The town car was pulling up the Hilton driveway when I flagged it down. The dark tinted passenger side window lowered and I leaned in to address the driver. “How much to the Airport La Quinta?... What?... Sixty-Nine bucks? Fuck that!” I stumbled on, oriented myself east. Clocks we’re moving their little hands past the four now and the streets were pretty vacant. I had been in a crowded suite with a bathtub full of Newcastle, stacks of American Spirits, writers, photographers, various industry day-jobbers, and some musicians – I’d had too much, had to get out. I pushed through an empty parking lot, across 5th street, waving at unlit taxis. Finally I stood at the corner of 6th and something, the same spot I caught a cab with Will the night before, I wasn’t nearly this inebriated then, but there were thousands of people around… I hadn’t quite enough in my pocket for the taxi, but I realized that only when we’d arrived at our hotel. The driver let out a deep sigh, the sort of sigh that only an immigrant working a night shift for nothing could muster at a drunken white American who just couldn’t afford it this moment. “Give me what you have and get out.”

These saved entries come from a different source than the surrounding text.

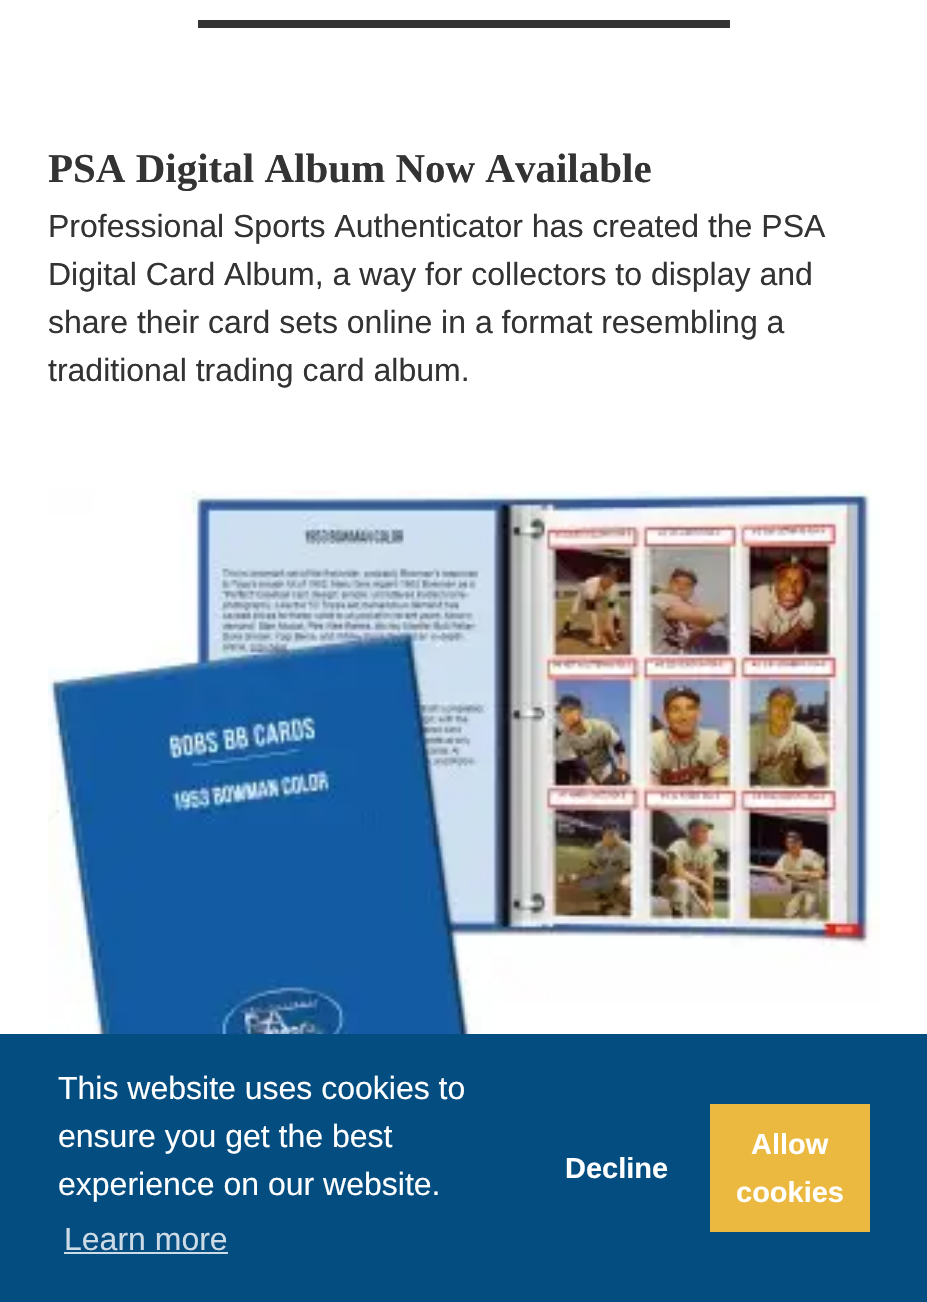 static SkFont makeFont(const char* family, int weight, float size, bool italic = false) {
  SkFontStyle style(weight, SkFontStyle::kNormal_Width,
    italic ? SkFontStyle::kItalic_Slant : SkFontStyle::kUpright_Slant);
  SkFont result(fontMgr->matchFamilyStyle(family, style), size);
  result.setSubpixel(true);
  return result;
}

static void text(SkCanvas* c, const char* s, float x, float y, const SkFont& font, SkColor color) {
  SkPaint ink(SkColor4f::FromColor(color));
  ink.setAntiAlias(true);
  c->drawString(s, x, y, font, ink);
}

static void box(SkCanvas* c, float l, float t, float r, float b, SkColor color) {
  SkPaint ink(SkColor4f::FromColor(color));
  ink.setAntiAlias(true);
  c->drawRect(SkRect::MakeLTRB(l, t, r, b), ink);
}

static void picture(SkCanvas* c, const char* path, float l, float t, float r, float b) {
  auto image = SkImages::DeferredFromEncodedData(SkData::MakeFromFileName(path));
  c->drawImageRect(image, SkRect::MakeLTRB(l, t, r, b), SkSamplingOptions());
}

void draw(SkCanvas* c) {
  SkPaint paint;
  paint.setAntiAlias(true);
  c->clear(0xffffffff);
  box(c, 198, 20, 730, 28, 0xff333333);
  SkFont face1 = makeFont("Liberation Serif", 700, 41);
  text(c, "PSA Digital Album Now Available", 48, 182, face1, 0xff333333);
  SkFont face2 = makeFont("Liberation Sans", 400, 32);
  text(c, "Professional Sports Authenticator has created the PSA", 48, 237, face2, 0xff333333);
  text(c, "Digital Card Album, a way for collectors to display and", 48, 285, face2, 0xff333333);
  text(c, "share their card sets online in a format resembling a", 48, 333, face2, 0xff333333);
  text(c, "traditional trading card album.", 48, 381, face2, 0xff333333);
  picture(c, "img_01.png", 48, 490, 880, 1034);
  box(c, 0, 1034, 927, 1302, 0xff044d80);
  text(c, "This website uses cookies to", 58, 1099, face2, 0xffffffff);
  text(c, "ensure you get the best", 58, 1147, face2, 0xffffffff);
  text(c, "experience on our website.", 58, 1195, face2, 0xffffffff);
  text(c, "Learn more", 64, 1250, face2, 0xffcddbe6);
  box(c, 64, 1252, 228, 1254, 0xffcddbe6);
  SkFont face3 = makeFont("Liberation Sans", 700, 29);
  text(c, "Decline", 565, 1178, face3, 0xffffffff);
  box(c, 710, 1104, 870, 1232, 0xffecb940);
  text(c, "Allow", 751, 1154, face3, 0xffffffff);
  text(c, "cookies", 736, 1202, face3, 0xffffffff);
} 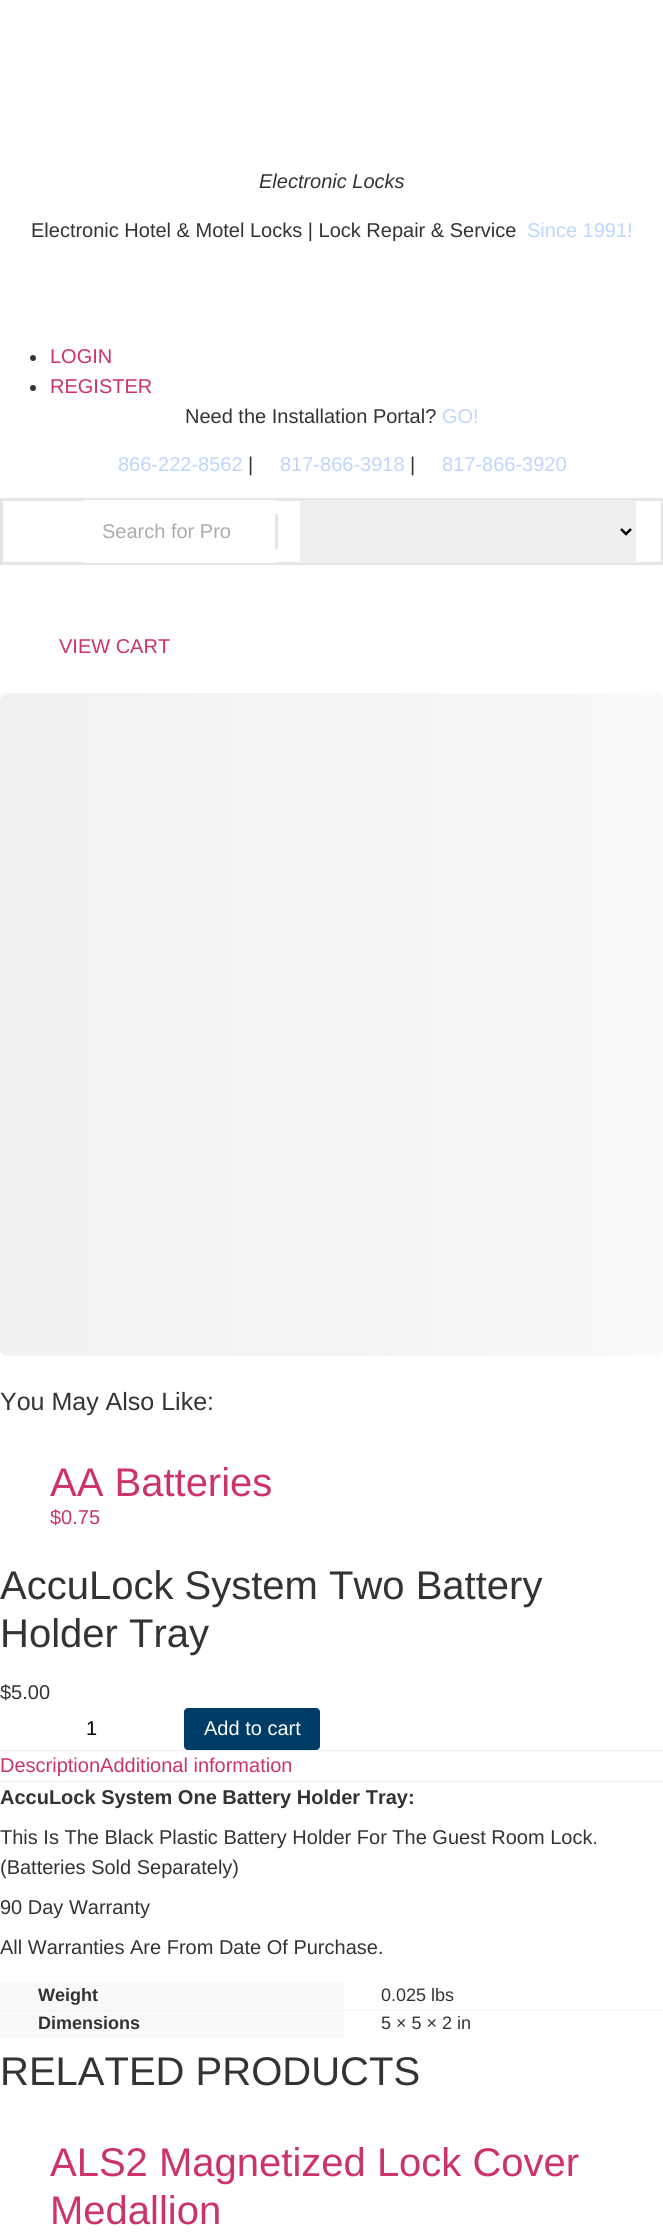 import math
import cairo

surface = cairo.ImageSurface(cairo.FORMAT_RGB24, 663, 2234)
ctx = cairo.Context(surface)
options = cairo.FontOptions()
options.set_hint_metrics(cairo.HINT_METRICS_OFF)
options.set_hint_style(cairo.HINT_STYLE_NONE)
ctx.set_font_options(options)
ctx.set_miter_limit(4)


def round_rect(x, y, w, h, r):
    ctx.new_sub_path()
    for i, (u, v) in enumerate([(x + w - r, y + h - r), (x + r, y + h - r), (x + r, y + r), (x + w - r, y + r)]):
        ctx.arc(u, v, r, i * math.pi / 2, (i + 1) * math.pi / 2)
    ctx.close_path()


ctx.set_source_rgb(1, 1, 1)
ctx.paint()
ctx.select_font_face("Liberation Sans", cairo.FONT_SLANT_ITALIC)
ctx.set_font_size(20)
ctx.set_source_rgb(0.2, 0.2, 0.2)
ctx.move_to(259, 188)
ctx.show_text("Electronic Locks")
ctx.select_font_face("Liberation Sans")
ctx.move_to(31, 237)
ctx.show_text("Electronic Hotel & Motel Locks | Lock Repair & Service")
ctx.set_source_rgb(0.745, 0.839, 0.992)
ctx.move_to(527, 237)
ctx.show_text("Since 1991!")
ctx.set_source_rgb(0.2, 0.2, 0.2)
ctx.new_path()
ctx.arc(33, 358, 3, 0, 2 * math.pi)
ctx.fill()
ctx.set_source_rgb(0.8, 0.2, 0.4)
ctx.move_to(50, 363)
ctx.show_text("LOGIN")
ctx.set_source_rgb(0.2, 0.2, 0.2)
ctx.new_path()
ctx.arc(33, 388, 3, 0, 2 * math.pi)
ctx.fill()
ctx.set_source_rgb(0.8, 0.2, 0.4)
ctx.move_to(50, 393)
ctx.show_text("REGISTER")
ctx.set_source_rgb(0.2, 0.2, 0.2)
ctx.move_to(185, 423)
ctx.show_text("Need the Installation Portal?")
ctx.set_source_rgb(0.745, 0.839, 0.992)
ctx.move_to(442, 423)
ctx.show_text("GO!")
ctx.move_to(118, 471)
ctx.show_text("866-222-8562")
ctx.set_source_rgb(0.2, 0.2, 0.2)
ctx.move_to(248, 471)
ctx.show_text("|")
ctx.set_source_rgb(0.745, 0.839, 0.992)
ctx.move_to(280, 471)
ctx.show_text("817-866-3918")
ctx.set_source_rgb(0.2, 0.2, 0.2)
ctx.move_to(410, 471)
ctx.show_text("|")
ctx.set_source_rgb(0.745, 0.839, 0.992)
ctx.move_to(442, 471)
ctx.show_text("817-866-3920")
ctx.rectangle(1.5, 499.5, 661, 64)
ctx.set_source_rgb(0.902, 0.902, 0.902)
ctx.set_line_width(3)
ctx.stroke()
ctx.set_source_rgb(1, 1, 1)
ctx.rectangle(83, 500, 192, 63)
ctx.fill()
ctx.set_source_rgb(0.675, 0.675, 0.675)
ctx.move_to(102, 538)
ctx.show_text("Search for Pro")
ctx.set_source_rgb(0.902, 0.902, 0.902)
ctx.rectangle(275, 514, 3, 35)
ctx.fill()
ctx.set_source_rgb(0.937, 0.937, 0.937)
ctx.rectangle(300, 500, 336, 63)
ctx.fill()
ctx.new_path()
ctx.move_to(621, 529)
ctx.line_to(626, 534)
ctx.line_to(631, 529)
ctx.set_source_rgb(0, 0, 0)
ctx.set_line_width(2.5)
ctx.stroke()
ctx.set_source_rgb(0.8, 0.2, 0.4)
ctx.move_to(59, 653)
ctx.show_text("VIEW CART")
ctx.set_source_rgb(0.965, 0.969, 0.973)
round_rect(0, 693, 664, 663, 8)
ctx.fill()
gradient = cairo.LinearGradient(0, 1024, 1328, 1024)
gradient.add_color_stop_rgba(0, 0.933, 0.933, 0.933, 0.7)
gradient.add_color_stop_rgba(0.5, 0.98, 0.98, 0.98, 0.95)
gradient.add_color_stop_rgba(1, 0.933, 0.933, 0.933, 0.7)
ctx.set_source(gradient)
round_rect(0, 693, 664, 663, 8)
ctx.fill()
ctx.set_font_size(25)
ctx.set_source_rgb(0.2, 0.2, 0.2)
ctx.move_to(0, 1410)
ctx.show_text("You May Also Like:")
ctx.set_font_size(40)
ctx.set_source_rgb(0.8, 0.2, 0.4)
ctx.move_to(50, 1496)
ctx.show_text("AA Batteries")
ctx.set_font_size(20)
ctx.move_to(50, 1524)
ctx.show_text("$0.75")
ctx.set_font_size(40)
ctx.set_source_rgb(0.2, 0.2, 0.2)
ctx.move_to(0, 1599)
ctx.show_text("AccuLock System Two Battery")
ctx.move_to(0, 1647)
ctx.show_text("Holder Tray")
ctx.set_font_size(20)
ctx.move_to(0, 1699)
ctx.show_text("$5.00")
ctx.set_source_rgb(0, 0, 0)
ctx.move_to(86, 1735)
ctx.show_text("1")
ctx.set_source_rgb(0, 0.239, 0.4)
round_rect(184, 1708, 136, 42, 4)
ctx.fill()
ctx.set_source_rgb(1, 1, 1)
ctx.move_to(204, 1735)
ctx.show_text("Add to cart")
ctx.set_source_rgb(0.937, 0.937, 0.937)
ctx.rectangle(0, 1750, 663, 1)
ctx.fill()
ctx.rectangle(0, 1781, 663, 1)
ctx.fill()
ctx.set_source_rgb(0.8, 0.2, 0.4)
ctx.move_to(0, 1772)
ctx.show_text("DescriptionAdditional information")
ctx.select_font_face("Liberation Sans", cairo.FONT_SLANT_NORMAL, cairo.FONT_WEIGHT_BOLD)
ctx.set_source_rgb(0.2, 0.2, 0.2)
ctx.move_to(0, 1804)
ctx.show_text("AccuLock System One Battery Holder Tray:")
ctx.select_font_face("Liberation Sans")
ctx.move_to(0, 1844)
ctx.show_text("This Is The Black Plastic Battery Holder For The Guest Room Lock.")
ctx.move_to(0, 1874)
ctx.show_text("(Batteries Sold Separately)")
ctx.move_to(0, 1914)
ctx.show_text("90 Day Warranty")
ctx.move_to(0, 1954)
ctx.show_text("All Warranties Are From Date Of Purchase.")
ctx.set_source_rgb(0.949, 0.949, 0.949)
ctx.rectangle(0, 2010, 663, 1)
ctx.fill()
ctx.set_source_rgb(0.973, 0.973, 0.973)
ctx.rectangle(0, 1983, 344, 27)
ctx.fill()
ctx.select_font_face("Liberation Sans", cairo.FONT_SLANT_NORMAL, cairo.FONT_WEIGHT_BOLD)
ctx.set_font_size(18)
ctx.set_source_rgb(0.2, 0.2, 0.2)
ctx.move_to(38, 2001)
ctx.show_text("Weight")
ctx.select_font_face("Liberation Sans")
ctx.move_to(381, 2001)
ctx.show_text("0.025 lbs")
ctx.set_source_rgb(0.973, 0.973, 0.973)
ctx.rectangle(0, 2011, 344, 27)
ctx.fill()
ctx.select_font_face("Liberation Sans", cairo.FONT_SLANT_NORMAL, cairo.FONT_WEIGHT_BOLD)
ctx.set_source_rgb(0.2, 0.2, 0.2)
ctx.move_to(38, 2029)
ctx.show_text("Dimensions")
ctx.select_font_face("Liberation Sans")
ctx.move_to(381, 2029)
ctx.show_text("5 × 5 × 2 in")
ctx.set_font_size(40)
ctx.move_to(0, 2085)
ctx.show_text("RELATED PRODUCTS")
ctx.set_source_rgb(0.8, 0.2, 0.4)
ctx.move_to(50, 2176)
ctx.show_text("ALS2 Magnetized Lock Cover")
ctx.move_to(50, 2224)
ctx.show_text("Medallion")
surface.write_to_png("page.png")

This only occurred once I had accepted SXSW as the orgy it is. I’m accustomed to the comfort of a small attentive paying audience of genuine fans, not a moving, multiplying mass of distracted shareholders. I never fully participated and I’m lucky that the people we work closest with get a good night sleep, take meetings seriously, and smile. I stayed out of the hoards, sickened, on the side of it all with too much pride or too much shame. I heard no talk of art or meaning, I mostly heard conversations of fashion, of ego, of money. But I did meet some kind and genuine people, I did witness Pete Townsend, Rachel Fuller, and Martha Wainwright in a soul shattering musical moment, I did perform with that emotional vigor that I only can grace an audience with when they have backed me up against a wall – a whore performing for his pimps. And that’s the attitude. Too much. It was overwhelming for me, I must admit. It becomes clear to you how insignificant the artist is as an individual – there’s so many of you, and no matter how talented you are, the only real leverage you hold is that no one would be able to have a job where they can fill up an entire downtown section of a city with drinking, carousing, name-dropping, and music (I guess) if it weren’t for you and those like you. Someone to write it, someone to perform it – that’s all that is really necessary, but we all trek down to Austin to attempt to get some attention from those selling it. All of us that we know of, I mean, we never hear about those with too much pride or humility to reject it.

On Sunday, when the skinny jeans and sluts and name-droppers had cleared from the city, when the police barricades were lifted and cars moved freely down a somewhat scrubbed 6th street, when the thousands of band members had cleared from the stages of every bar, restaurant, or auditorium in town, we had a day off before heading to Ohio. I sat alone in a downtown park with my guitar and listened to the crows fighting in a nearby tree, saw families pass by college students passing by drifters. I brought my fifth and sixth meals that week from the enormous Austin Whole Foods and stayed for hours. Spring settled nicely into Texas, I wrote about love and sex and god and all those things that bring them together and keep them apart. I realized how much I love Austin, how much my hindsight of the last week was positive. My rejection of it brought me into the arms of some really smart, searching, and enjoyable people. My acceptance of it found me connecting with people that could benefit my career - and it got me nice and wasted. In retrospect, it was a good, necessary week at work.